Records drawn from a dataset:
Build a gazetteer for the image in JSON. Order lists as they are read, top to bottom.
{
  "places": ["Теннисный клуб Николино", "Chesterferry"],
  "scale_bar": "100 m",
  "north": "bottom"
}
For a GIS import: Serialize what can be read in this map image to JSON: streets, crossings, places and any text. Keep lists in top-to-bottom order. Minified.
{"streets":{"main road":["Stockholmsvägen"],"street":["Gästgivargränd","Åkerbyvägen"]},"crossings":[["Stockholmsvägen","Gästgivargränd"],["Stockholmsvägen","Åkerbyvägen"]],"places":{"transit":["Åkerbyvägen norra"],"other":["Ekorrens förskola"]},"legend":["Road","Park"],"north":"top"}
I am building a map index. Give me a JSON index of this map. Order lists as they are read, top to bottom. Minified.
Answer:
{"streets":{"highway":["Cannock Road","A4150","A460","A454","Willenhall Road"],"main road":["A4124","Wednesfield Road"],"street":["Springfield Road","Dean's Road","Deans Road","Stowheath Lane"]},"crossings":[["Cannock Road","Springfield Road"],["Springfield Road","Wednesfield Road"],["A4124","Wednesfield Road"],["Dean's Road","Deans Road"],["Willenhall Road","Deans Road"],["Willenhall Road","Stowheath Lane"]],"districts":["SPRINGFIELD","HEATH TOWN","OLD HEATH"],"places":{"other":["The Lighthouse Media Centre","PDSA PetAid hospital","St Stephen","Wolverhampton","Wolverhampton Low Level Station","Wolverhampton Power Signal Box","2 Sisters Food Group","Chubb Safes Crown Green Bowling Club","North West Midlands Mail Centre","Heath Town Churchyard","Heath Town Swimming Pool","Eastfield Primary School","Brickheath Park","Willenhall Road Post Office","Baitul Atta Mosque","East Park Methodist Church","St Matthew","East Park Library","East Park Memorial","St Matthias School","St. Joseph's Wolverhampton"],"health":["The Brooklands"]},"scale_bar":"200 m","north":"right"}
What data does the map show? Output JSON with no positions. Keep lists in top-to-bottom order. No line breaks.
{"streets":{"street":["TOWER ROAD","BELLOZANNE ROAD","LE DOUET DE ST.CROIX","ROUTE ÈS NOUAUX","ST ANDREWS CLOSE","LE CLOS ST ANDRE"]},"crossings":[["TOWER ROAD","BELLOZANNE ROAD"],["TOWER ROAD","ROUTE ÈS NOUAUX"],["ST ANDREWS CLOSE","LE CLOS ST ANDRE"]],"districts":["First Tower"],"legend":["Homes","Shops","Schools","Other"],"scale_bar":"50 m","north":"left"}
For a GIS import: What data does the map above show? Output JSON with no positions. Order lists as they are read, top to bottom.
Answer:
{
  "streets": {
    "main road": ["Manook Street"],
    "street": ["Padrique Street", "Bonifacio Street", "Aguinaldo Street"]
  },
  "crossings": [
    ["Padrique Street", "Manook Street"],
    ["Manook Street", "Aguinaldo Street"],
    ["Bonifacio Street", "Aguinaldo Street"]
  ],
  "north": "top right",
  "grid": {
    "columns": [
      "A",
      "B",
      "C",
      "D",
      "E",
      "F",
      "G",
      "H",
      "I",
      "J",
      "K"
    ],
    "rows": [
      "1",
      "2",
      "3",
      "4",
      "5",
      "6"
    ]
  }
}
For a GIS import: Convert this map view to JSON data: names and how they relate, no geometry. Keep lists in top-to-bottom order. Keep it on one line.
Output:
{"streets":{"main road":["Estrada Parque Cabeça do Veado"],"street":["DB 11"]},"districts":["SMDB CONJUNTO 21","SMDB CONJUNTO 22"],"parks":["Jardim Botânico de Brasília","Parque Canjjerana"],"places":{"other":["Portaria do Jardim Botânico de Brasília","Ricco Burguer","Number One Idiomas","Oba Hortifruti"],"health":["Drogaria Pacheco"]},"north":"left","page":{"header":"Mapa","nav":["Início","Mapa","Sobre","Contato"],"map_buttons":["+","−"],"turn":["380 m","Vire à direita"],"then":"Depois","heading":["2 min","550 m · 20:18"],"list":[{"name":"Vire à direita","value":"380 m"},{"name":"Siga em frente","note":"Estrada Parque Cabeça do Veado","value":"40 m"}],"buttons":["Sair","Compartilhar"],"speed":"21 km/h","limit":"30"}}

> TRY IT: Write out every line from the records above, word for word.

> RESPONSE AREA:
Build a gazetteer for the image in JSON. Order lists as they are read, top to bottom.
{
  "places": ["Теннисный клуб Николино", "Chesterferry"],
  "scale_bar": "100 m",
  "north": "bottom"
}
For a GIS import: Serialize what can be read in this map image to JSON: streets, crossings, places and any text. Keep lists in top-to-bottom order. Minified.
{"streets":{"main road":["Stockholmsvägen"],"street":["Gästgivargränd","Åkerbyvägen"]},"crossings":[["Stockholmsvägen","Gästgivargränd"],["Stockholmsvägen","Åkerbyvägen"]],"places":{"transit":["Åkerbyvägen norra"],"other":["Ekorrens förskola"]},"legend":["Road","Park"],"north":"top"}
I am building a map index. Give me a JSON index of this map. Order lists as they are read, top to bottom. Minified.
Answer:
{"streets":{"highway":["Cannock Road","A4150","A460","A454","Willenhall Road"],"main road":["A4124","Wednesfield Road"],"street":["Springfield Road","Dean's Road","Deans Road","Stowheath Lane"]},"crossings":[["Cannock Road","Springfield Road"],["Springfield Road","Wednesfield Road"],["A4124","Wednesfield Road"],["Dean's Road","Deans Road"],["Willenhall Road","Deans Road"],["Willenhall Road","Stowheath Lane"]],"districts":["SPRINGFIELD","HEATH TOWN","OLD HEATH"],"places":{"other":["The Lighthouse Media Centre","PDSA PetAid hospital","St Stephen","Wolverhampton","Wolverhampton Low Level Station","Wolverhampton Power Signal Box","2 Sisters Food Group","Chubb Safes Crown Green Bowling Club","North West Midlands Mail Centre","Heath Town Churchyard","Heath Town Swimming Pool","Eastfield Primary School","Brickheath Park","Willenhall Road Post Office","Baitul Atta Mosque","East Park Methodist Church","St Matthew","East Park Library","East Park Memorial","St Matthias School","St. Joseph's Wolverhampton"],"health":["The Brooklands"]},"scale_bar":"200 m","north":"right"}
What data does the map show? Output JSON with no positions. Keep lists in top-to-bottom order. No line breaks.
{"streets":{"street":["TOWER ROAD","BELLOZANNE ROAD","LE DOUET DE ST.CROIX","ROUTE ÈS NOUAUX","ST ANDREWS CLOSE","LE CLOS ST ANDRE"]},"crossings":[["TOWER ROAD","BELLOZANNE ROAD"],["TOWER ROAD","ROUTE ÈS NOUAUX"],["ST ANDREWS CLOSE","LE CLOS ST ANDRE"]],"districts":["First Tower"],"legend":["Homes","Shops","Schools","Other"],"scale_bar":"50 m","north":"left"}
For a GIS import: What data does the map above show? Output JSON with no positions. Order lists as they are read, top to bottom.
Answer:
{
  "streets": {
    "main road": ["Manook Street"],
    "street": ["Padrique Street", "Bonifacio Street", "Aguinaldo Street"]
  },
  "crossings": [
    ["Padrique Street", "Manook Street"],
    ["Manook Street", "Aguinaldo Street"],
    ["Bonifacio Street", "Aguinaldo Street"]
  ],
  "north": "top right",
  "grid": {
    "columns": [
      "A",
      "B",
      "C",
      "D",
      "E",
      "F",
      "G",
      "H",
      "I",
      "J",
      "K"
    ],
    "rows": [
      "1",
      "2",
      "3",
      "4",
      "5",
      "6"
    ]
  }
}
For a GIS import: Convert this map view to JSON data: names and how they relate, no geometry. Keep lists in top-to-bottom order. Keep it on one line.
Output:
{"streets":{"main road":["Estrada Parque Cabeça do Veado"],"street":["DB 11"]},"districts":["SMDB CONJUNTO 21","SMDB CONJUNTO 22"],"parks":["Jardim Botânico de Brasília","Parque Canjjerana"],"places":{"other":["Portaria do Jardim Botânico de Brasília","Ricco Burguer","Number One Idiomas","Oba Hortifruti"],"health":["Drogaria Pacheco"]},"north":"left","page":{"header":"Mapa","nav":["Início","Mapa","Sobre","Contato"],"map_buttons":["+","−"],"turn":["380 m","Vire à direita"],"then":"Depois","heading":["2 min","550 m · 20:18"],"list":[{"name":"Vire à direita","value":"380 m"},{"name":"Siga em frente","note":"Estrada Parque Cabeça do Veado","value":"40 m"}],"buttons":["Sair","Compartilhar"],"speed":"21 km/h","limit":"30"}}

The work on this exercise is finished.